Prompt: Once you reach the line holding "index dip: (910, 509)", write out that line and every later one exactly, ending with the last line of the data; write nothing else.

---*---

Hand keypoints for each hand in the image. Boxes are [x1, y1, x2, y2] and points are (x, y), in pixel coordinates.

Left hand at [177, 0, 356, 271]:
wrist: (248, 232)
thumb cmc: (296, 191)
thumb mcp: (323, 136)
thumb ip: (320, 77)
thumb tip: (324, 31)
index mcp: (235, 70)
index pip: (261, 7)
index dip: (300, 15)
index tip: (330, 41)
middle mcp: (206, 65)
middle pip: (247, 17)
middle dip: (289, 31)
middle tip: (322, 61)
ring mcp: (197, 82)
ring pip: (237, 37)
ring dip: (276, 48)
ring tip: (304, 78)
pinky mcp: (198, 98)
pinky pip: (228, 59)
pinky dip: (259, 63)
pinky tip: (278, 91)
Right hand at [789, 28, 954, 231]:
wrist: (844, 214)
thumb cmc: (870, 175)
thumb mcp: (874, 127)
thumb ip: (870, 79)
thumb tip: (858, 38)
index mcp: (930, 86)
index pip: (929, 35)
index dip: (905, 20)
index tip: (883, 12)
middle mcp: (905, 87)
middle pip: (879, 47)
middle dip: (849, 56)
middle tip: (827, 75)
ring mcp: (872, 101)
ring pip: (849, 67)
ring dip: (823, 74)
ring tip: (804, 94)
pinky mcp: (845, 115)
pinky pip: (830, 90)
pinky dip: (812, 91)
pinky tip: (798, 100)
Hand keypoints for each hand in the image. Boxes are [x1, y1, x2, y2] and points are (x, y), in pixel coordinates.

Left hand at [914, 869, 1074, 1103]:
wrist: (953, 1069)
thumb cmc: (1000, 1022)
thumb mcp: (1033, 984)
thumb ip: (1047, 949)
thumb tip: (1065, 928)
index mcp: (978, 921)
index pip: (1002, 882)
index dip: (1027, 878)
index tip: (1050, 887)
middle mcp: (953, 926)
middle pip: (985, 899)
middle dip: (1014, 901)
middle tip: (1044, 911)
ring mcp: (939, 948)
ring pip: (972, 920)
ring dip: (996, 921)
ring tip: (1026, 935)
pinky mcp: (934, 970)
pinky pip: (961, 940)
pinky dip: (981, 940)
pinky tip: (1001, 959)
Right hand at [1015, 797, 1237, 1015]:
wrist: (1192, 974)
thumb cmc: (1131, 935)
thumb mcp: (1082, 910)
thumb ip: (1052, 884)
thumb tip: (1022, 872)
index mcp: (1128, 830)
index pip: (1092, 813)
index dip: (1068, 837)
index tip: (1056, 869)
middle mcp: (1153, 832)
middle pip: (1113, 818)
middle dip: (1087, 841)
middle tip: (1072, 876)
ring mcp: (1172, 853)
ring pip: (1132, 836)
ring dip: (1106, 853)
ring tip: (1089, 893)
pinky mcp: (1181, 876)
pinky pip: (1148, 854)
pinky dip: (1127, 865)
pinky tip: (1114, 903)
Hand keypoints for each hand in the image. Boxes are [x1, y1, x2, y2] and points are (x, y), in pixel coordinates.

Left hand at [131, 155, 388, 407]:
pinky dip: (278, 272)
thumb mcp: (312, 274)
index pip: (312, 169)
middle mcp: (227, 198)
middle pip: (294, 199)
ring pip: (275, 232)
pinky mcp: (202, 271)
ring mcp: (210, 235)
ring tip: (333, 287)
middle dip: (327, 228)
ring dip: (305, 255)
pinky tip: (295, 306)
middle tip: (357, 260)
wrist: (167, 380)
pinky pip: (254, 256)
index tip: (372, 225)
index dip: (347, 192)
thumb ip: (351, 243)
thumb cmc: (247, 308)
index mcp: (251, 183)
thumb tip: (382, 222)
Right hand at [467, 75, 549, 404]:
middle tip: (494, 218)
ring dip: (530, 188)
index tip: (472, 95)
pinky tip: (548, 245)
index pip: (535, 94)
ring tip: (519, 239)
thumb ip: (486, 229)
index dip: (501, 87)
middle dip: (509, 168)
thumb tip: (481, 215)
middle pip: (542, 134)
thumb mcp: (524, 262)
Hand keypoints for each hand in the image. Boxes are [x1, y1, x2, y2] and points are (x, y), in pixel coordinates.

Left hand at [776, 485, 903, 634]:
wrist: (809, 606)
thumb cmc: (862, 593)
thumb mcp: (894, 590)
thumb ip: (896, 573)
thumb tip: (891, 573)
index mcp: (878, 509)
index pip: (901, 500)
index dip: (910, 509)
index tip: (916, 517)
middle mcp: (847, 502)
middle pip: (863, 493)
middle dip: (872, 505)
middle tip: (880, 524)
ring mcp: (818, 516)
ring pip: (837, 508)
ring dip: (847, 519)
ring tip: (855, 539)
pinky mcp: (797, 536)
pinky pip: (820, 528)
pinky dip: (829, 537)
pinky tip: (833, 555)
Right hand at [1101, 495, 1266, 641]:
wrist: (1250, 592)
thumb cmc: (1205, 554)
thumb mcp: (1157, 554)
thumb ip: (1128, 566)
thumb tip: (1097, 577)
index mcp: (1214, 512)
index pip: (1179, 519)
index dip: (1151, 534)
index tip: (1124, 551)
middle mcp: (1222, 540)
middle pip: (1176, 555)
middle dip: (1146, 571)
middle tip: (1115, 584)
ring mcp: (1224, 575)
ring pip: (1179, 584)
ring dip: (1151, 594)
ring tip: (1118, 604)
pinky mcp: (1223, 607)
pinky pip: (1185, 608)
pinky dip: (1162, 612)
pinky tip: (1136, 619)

---*---

Exercise output:
index dip: (910, 509)
index tip: (916, 517)
middle mcp: (847, 502)
middle pip: (863, 493)
middle dip: (872, 505)
middle tip: (880, 524)
ring mcp: (818, 516)
ring pip: (837, 508)
ring dip: (847, 519)
ring tip: (855, 539)
pinky mcp: (797, 536)
pinky pip: (820, 528)
pinky dip: (829, 537)
pinky tip: (833, 555)
Right hand at [1101, 495, 1266, 641]:
wrist: (1250, 592)
thumb cmc: (1205, 554)
thumb mcp: (1157, 554)
thumb ip: (1128, 566)
thumb tip: (1097, 577)
index mcp: (1214, 512)
index pip: (1179, 519)
index dip: (1151, 534)
index tip: (1124, 551)
middle mcp: (1222, 540)
middle pip: (1176, 555)
middle dip: (1146, 571)
middle tip: (1115, 584)
ring mcp: (1224, 575)
ring pip: (1179, 584)
ring dip: (1151, 594)
ring tip: (1118, 604)
pinky mcp: (1223, 607)
pinky pip: (1185, 608)
pinky dip: (1162, 612)
pinky tip: (1136, 619)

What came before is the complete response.